(Human keypoint data)

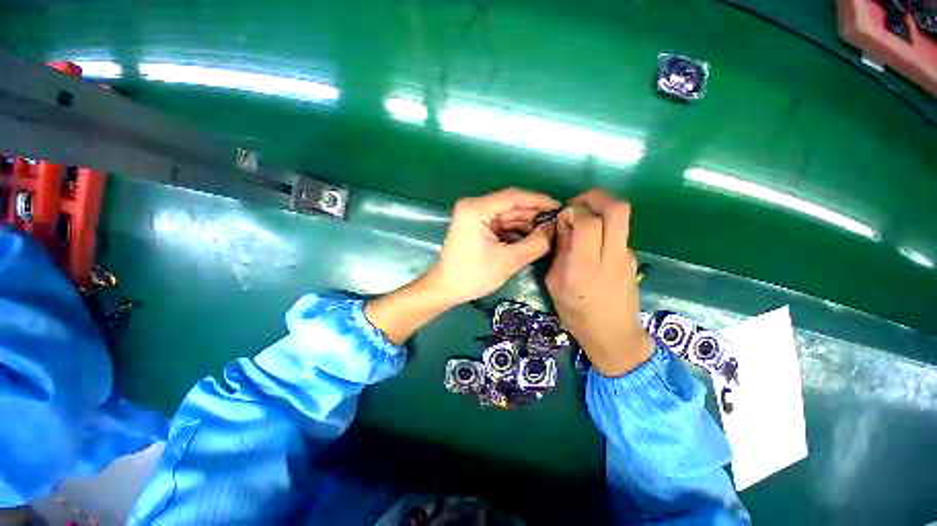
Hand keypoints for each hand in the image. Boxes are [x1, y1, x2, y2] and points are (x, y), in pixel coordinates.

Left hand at [366, 188, 558, 344]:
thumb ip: (535, 243)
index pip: (513, 197)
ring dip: (526, 224)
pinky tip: (531, 238)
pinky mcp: (476, 226)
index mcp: (477, 209)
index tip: (560, 207)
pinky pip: (500, 224)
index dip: (539, 201)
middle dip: (533, 215)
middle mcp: (474, 206)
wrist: (447, 289)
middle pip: (510, 205)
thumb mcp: (509, 260)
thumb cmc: (475, 275)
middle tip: (557, 223)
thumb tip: (553, 228)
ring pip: (506, 215)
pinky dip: (515, 231)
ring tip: (548, 232)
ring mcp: (474, 216)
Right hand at [546, 189, 652, 376]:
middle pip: (617, 209)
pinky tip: (591, 241)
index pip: (588, 222)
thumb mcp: (555, 284)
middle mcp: (612, 256)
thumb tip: (564, 228)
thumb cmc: (577, 313)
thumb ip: (560, 253)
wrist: (614, 335)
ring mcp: (627, 256)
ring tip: (582, 221)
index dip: (573, 211)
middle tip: (577, 203)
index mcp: (586, 266)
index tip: (562, 219)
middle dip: (595, 197)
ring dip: (601, 210)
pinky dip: (605, 226)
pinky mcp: (632, 258)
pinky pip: (619, 231)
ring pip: (622, 217)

→ Problem statement
In the lines above, find the word "hand" and copy every line it occurs in.

→ Task answer
Hand keypoints for each hand in the image. Boxes are [x1, y1, x2, y2] and points are (x, y), in pixel coordinates.
Left hand at [366, 188, 558, 344]:
Right hand at [546, 189, 652, 376]:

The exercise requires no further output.